• Activity
Filter the entries for the word "thumb". Copy each line in which it occurs.

• Material for this exercise

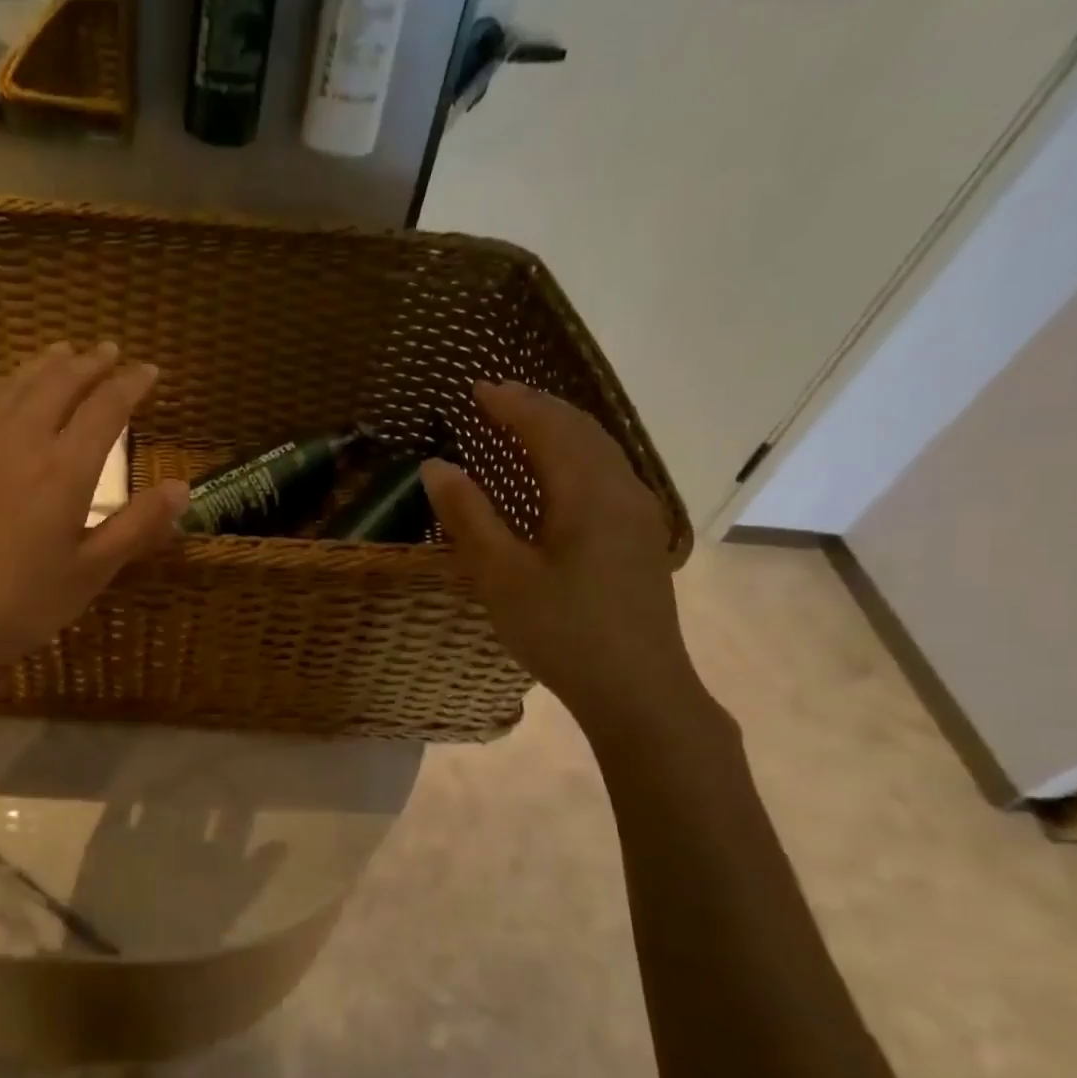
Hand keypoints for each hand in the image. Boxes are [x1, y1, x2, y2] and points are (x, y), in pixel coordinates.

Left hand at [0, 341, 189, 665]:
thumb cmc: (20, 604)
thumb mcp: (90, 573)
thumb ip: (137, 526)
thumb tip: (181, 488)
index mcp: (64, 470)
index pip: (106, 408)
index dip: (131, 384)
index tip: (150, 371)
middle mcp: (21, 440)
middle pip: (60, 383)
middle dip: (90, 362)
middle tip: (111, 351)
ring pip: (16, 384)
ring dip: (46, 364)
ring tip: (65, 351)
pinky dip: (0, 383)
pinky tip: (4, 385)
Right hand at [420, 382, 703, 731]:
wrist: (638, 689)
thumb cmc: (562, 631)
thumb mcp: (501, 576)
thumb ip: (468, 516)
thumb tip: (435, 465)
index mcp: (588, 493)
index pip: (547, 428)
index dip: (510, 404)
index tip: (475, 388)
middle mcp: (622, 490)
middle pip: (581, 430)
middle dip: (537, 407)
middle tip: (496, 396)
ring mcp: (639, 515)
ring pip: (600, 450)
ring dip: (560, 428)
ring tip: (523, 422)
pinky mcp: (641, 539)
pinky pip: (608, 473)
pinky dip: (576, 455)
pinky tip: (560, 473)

• Result for this task
thumb cmc: (20, 604)
thumb mcp: (90, 573)
thumb ip: (137, 526)
thumb tip: (181, 488)
thumb cmc: (562, 631)
thumb mcp: (501, 576)
thumb ip: (468, 516)
thumb tip: (435, 465)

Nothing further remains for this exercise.